It is easy to forget -- and perhaps healthier -- that two teams blew 3-games-to-1 series leads against the Denver Nuggets in last season's Western Conference playoffs.
But fate has matched those teams -- the Utah Jazz and LA Clippers -- against each other in the second round of this year's playoffs, a sort of group session on how to bounce back from a postseason meltdown. And there are plenty of notes to compare.
All season, both teams have had to make their peace with the outside world's difficulty in believing in them, no matter how well they play or what they accomplish.
Take the Jazz, who have just held serve at home with two impressive wins over the Clippers, behind two incandescent performances from star Donovan Mitchell -- who finished with 37 points in Thursday night's 117-111 win in front of 18,306 fans at Vivint Arena in Salt Lake City, Utah.
But even the Jazz players will tell you they haven't proved or done anything yet.
"We've been through a lot of adversity over the last few years, on and off the court," Gobert said. "We're at a point where we all understand that we have a great opportunity to accomplish something special this year. We don't want to miss out on the opportunity."
When you blow a 3-1 series lead (which has happened only 13 times in NBA playoff history), respect is hard to come by. Both the Clippers and Jazz have had to accept that this season. But both have also used that as motivation, and as a learning experience. Each showed how much they've grown in Thursday's game.
"I think we understand how to handle these things, and that was what you saw tonight," Mitchell said. "The experience level in the bubble helped ... just continuing to do what we do and understanding they're going to punch back and we've got to continue to fight."
The Jazz looked to be cruising to an easy win for most of the first half.
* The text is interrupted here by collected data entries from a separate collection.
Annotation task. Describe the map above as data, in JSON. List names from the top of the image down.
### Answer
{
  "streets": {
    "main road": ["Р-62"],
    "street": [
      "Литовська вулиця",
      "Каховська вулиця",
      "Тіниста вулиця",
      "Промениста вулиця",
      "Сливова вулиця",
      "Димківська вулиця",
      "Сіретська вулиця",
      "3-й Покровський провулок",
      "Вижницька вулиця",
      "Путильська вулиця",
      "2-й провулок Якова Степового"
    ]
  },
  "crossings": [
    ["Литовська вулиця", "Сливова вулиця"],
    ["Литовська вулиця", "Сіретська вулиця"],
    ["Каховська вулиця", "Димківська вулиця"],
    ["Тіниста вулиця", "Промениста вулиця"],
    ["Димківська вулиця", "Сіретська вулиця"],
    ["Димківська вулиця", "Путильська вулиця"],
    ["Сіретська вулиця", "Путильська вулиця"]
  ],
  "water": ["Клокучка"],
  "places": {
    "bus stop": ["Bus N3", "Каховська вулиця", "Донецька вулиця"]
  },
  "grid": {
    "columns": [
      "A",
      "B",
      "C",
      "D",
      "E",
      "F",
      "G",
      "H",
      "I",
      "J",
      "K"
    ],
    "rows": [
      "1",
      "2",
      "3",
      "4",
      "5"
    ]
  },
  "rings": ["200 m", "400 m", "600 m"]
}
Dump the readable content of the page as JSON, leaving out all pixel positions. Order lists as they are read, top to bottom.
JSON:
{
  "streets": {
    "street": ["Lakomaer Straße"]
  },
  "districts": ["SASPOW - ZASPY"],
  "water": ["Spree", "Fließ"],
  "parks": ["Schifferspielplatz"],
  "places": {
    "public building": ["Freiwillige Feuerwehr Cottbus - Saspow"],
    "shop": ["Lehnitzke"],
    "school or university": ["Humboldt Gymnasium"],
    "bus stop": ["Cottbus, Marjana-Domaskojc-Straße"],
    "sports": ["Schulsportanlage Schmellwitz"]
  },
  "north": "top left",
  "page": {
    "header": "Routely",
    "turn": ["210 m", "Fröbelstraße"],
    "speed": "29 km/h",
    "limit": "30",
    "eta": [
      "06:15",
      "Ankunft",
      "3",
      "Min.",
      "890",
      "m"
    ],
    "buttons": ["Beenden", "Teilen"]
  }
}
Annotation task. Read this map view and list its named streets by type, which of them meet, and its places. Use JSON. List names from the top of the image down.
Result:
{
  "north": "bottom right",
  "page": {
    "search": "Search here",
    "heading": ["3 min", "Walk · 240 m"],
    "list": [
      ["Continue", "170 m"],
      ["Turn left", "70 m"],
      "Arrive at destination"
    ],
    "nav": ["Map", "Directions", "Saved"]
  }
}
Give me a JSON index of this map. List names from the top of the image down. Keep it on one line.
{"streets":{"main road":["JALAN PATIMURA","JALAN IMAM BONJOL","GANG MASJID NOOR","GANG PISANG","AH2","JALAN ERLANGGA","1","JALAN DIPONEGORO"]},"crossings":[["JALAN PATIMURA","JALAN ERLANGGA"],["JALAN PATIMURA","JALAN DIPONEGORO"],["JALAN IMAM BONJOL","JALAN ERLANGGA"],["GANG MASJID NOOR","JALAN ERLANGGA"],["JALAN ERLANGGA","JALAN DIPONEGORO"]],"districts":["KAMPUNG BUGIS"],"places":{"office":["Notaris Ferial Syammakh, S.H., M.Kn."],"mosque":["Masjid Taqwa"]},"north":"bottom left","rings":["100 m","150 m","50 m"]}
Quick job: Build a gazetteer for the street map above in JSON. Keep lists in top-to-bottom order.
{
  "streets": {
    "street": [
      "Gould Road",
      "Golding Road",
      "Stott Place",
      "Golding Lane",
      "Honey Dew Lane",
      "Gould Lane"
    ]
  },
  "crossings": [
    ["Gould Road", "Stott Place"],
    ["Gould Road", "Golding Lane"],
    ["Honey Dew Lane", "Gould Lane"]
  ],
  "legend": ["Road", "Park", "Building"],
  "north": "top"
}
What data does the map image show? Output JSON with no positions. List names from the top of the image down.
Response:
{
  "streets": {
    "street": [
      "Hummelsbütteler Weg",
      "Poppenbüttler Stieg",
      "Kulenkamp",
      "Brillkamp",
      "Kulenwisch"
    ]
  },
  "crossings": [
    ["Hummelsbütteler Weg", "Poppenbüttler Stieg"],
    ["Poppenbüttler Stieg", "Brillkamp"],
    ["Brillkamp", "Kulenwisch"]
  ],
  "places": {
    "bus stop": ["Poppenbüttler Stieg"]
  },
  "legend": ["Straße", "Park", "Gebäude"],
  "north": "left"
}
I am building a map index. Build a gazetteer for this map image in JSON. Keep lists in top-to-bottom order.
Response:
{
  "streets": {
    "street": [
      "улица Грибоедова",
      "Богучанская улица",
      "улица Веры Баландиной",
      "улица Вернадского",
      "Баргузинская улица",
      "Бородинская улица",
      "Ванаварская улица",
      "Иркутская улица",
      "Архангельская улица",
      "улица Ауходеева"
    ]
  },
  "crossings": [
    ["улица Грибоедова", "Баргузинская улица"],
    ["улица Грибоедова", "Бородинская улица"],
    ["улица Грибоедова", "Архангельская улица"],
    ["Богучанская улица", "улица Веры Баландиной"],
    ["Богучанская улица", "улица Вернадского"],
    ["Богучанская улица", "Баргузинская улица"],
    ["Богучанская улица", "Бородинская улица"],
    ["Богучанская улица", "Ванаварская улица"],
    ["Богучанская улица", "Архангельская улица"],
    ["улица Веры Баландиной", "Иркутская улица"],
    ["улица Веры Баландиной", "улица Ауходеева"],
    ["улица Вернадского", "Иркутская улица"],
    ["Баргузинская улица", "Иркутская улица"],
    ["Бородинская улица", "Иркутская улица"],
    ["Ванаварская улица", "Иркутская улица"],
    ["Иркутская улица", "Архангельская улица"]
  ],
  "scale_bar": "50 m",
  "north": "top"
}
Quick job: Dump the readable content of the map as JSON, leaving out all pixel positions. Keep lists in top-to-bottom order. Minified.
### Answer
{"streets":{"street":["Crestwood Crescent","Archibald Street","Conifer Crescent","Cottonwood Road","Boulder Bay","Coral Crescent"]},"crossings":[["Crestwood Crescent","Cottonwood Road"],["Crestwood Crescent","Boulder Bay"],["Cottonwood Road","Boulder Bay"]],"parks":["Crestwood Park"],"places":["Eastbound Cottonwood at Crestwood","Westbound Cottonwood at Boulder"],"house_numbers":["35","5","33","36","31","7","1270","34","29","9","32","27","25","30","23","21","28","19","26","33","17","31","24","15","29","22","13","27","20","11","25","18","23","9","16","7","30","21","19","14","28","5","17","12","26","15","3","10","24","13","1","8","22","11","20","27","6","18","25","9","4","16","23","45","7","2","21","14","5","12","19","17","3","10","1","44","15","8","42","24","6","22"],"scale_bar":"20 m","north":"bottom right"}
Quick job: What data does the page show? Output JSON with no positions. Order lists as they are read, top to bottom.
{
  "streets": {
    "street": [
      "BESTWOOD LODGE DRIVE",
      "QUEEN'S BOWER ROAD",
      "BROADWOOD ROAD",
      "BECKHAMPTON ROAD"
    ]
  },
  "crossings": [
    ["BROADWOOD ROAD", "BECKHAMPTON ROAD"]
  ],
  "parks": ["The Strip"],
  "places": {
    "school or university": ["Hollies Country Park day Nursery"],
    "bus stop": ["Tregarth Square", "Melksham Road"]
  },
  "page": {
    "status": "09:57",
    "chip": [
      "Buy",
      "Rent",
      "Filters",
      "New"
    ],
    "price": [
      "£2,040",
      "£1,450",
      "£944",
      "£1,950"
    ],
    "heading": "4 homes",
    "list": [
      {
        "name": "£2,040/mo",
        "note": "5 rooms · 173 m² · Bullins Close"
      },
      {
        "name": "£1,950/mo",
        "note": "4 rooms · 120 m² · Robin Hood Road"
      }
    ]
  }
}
But much as it had in a taut, seven-game series against the Dallas Mavericks in the first round, Tyronn Lue's club stayed poised and made key adjustments.
Utah was excelling at scoring off the dribble, hitting 17 of 25 shots, so the Clippers switched to a zone defense to try to clamp down on Mitchell's drives (he was 8-for-11 on drives in the first half).
It worked. LA went on a 46-23 run and even took the lead, 101-99, on a 3-pointer by Reggie Jackson with 6:37 to go in the fourth quarter.
According to Second Spectrum data, the Jazz shot just 29% on the 18 possessions in which they faced a zone Thursday night.
"When they played zone, I thought our spacing broke down," Jazz coach Quin Snyder said. "Anytime you're not spaced, it's tough to move the ball. ... I thought that affected us mentally."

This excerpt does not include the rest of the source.